Biografia di Luca Bianchini

Roma 5 ottobre 1976. Ragioniere, coordinatore di un circolo del Pd al Torrino, fu arrestato nel luglio 2009 con l’accusa di essere lo stupratore che, passamontagna sul volto e coltello in pugno, aveva aggredito e violentato almeno tre donne a Roma. Nel giugno 2010 fu condannato dalla VII sezione penale del tribunale di Roma a 17 anni (due in più di quanto richiesto dalla pubblica accusa). Nel settembre 2011, pena ridotta, in appello, a quattordici anni e sei mesi (condanna resa definitiva dalla Casaszione nel luglio 2012)

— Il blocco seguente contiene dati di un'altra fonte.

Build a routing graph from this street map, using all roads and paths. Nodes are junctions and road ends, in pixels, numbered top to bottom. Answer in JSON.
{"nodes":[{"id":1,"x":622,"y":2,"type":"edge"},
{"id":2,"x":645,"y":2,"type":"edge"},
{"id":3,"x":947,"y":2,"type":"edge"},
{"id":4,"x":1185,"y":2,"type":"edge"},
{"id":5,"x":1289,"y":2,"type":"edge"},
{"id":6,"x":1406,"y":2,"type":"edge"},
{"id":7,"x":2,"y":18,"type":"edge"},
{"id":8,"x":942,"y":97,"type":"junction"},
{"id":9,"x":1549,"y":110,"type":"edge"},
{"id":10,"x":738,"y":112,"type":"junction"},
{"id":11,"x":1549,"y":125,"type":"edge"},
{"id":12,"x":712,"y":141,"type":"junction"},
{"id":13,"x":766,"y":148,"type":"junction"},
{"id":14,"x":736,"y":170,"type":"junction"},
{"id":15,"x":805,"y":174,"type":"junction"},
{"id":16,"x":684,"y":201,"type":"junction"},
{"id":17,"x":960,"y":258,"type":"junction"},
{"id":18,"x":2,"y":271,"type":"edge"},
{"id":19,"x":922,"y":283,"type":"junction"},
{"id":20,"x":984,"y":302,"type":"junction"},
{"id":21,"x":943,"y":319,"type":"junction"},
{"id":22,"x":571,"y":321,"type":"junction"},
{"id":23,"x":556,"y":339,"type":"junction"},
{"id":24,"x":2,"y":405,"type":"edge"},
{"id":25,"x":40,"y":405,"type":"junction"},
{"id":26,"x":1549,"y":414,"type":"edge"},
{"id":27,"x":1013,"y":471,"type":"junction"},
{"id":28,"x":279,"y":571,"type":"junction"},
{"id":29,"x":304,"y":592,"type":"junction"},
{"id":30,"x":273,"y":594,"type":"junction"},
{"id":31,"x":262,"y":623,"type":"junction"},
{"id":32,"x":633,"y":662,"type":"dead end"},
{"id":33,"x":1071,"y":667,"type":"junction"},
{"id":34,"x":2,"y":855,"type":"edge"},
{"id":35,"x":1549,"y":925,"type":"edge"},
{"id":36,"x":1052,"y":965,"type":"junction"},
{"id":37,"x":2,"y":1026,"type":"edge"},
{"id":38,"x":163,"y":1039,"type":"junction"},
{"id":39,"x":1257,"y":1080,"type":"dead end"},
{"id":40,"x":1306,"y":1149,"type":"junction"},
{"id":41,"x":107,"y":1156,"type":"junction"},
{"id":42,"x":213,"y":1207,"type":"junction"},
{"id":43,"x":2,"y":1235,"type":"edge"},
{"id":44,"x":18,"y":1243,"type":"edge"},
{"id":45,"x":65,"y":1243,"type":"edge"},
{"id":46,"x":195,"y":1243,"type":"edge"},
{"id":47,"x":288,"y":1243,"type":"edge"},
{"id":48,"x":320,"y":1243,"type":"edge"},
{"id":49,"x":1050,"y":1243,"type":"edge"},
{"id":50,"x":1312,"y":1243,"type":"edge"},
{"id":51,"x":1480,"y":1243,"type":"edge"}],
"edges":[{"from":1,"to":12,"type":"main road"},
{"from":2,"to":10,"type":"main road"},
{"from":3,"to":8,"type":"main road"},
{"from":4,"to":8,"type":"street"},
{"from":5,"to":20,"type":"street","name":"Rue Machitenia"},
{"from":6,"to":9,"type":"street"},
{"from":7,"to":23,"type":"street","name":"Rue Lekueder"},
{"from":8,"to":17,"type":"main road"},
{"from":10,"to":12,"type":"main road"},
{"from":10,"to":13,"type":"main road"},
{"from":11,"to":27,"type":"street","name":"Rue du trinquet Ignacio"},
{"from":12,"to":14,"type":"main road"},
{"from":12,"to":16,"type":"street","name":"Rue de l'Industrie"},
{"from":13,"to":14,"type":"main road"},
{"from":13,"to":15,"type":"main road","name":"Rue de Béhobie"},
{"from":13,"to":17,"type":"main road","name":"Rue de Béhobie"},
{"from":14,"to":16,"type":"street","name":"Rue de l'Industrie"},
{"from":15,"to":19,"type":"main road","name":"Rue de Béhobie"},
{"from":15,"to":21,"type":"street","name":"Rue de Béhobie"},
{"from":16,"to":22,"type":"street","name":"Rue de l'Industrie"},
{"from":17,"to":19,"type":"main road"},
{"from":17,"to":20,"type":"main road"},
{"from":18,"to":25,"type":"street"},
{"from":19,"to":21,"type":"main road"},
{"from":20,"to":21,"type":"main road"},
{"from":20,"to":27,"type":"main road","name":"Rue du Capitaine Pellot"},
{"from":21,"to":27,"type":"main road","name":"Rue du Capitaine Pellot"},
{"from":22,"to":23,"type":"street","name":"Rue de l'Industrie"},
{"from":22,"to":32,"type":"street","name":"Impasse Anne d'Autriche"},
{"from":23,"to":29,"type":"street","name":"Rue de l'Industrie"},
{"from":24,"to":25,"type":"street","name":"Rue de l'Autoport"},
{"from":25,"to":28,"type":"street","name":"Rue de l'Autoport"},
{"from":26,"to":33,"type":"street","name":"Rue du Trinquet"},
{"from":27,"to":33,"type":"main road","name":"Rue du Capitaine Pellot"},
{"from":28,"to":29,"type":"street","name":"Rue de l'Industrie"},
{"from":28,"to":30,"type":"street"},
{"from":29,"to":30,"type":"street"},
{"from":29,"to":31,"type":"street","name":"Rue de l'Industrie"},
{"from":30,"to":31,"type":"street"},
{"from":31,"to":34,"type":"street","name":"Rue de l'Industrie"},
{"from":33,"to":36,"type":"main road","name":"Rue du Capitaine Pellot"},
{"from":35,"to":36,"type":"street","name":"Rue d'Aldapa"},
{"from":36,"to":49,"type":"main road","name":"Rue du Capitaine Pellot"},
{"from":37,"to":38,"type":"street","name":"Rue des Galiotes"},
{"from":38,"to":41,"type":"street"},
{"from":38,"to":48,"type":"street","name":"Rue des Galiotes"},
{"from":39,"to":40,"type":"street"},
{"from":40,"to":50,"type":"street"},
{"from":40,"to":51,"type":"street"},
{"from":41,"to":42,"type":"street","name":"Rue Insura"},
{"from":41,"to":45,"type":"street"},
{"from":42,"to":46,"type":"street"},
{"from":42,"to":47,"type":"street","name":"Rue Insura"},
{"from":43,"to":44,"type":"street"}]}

• «(...) l’inchiesta (...) blindata dal Dna, può contare anche su altri riscontri. La polizia ha accertato che Bianchini faceva benzina due volte al giorno, in modo da avere sempre il serbatoio pieno. Il ragioniere ha mentito: mentre ha giurato di trascorrere in casa le serate, è emerso che ha fatto rifornimento pure alle due di notte. Ha pagato con il bancomat, lasciando una traccia indelebile. Non solo: uno dei libri sequestrati, Come si difendono le donne, era segnato al capitolo ”In caso di stupro”. E sul nastro adesivo grigio usato per imbavagliare la studentessa violentata il 3 luglio 2009 in via Sommer, Bianchini ha lasciato un’impronta. Ancora. Uno scontrino sequestrato dimostrerebbe l’acquisto, in un supermercato, di un rotolo di scotch identico a quello usato nelle aggressioni. Bianchini rischia che gli vengano addebitate altre violenze. (...)» [Lavinia Di Gianvito, "Corriere della Sera” 31/7/2009]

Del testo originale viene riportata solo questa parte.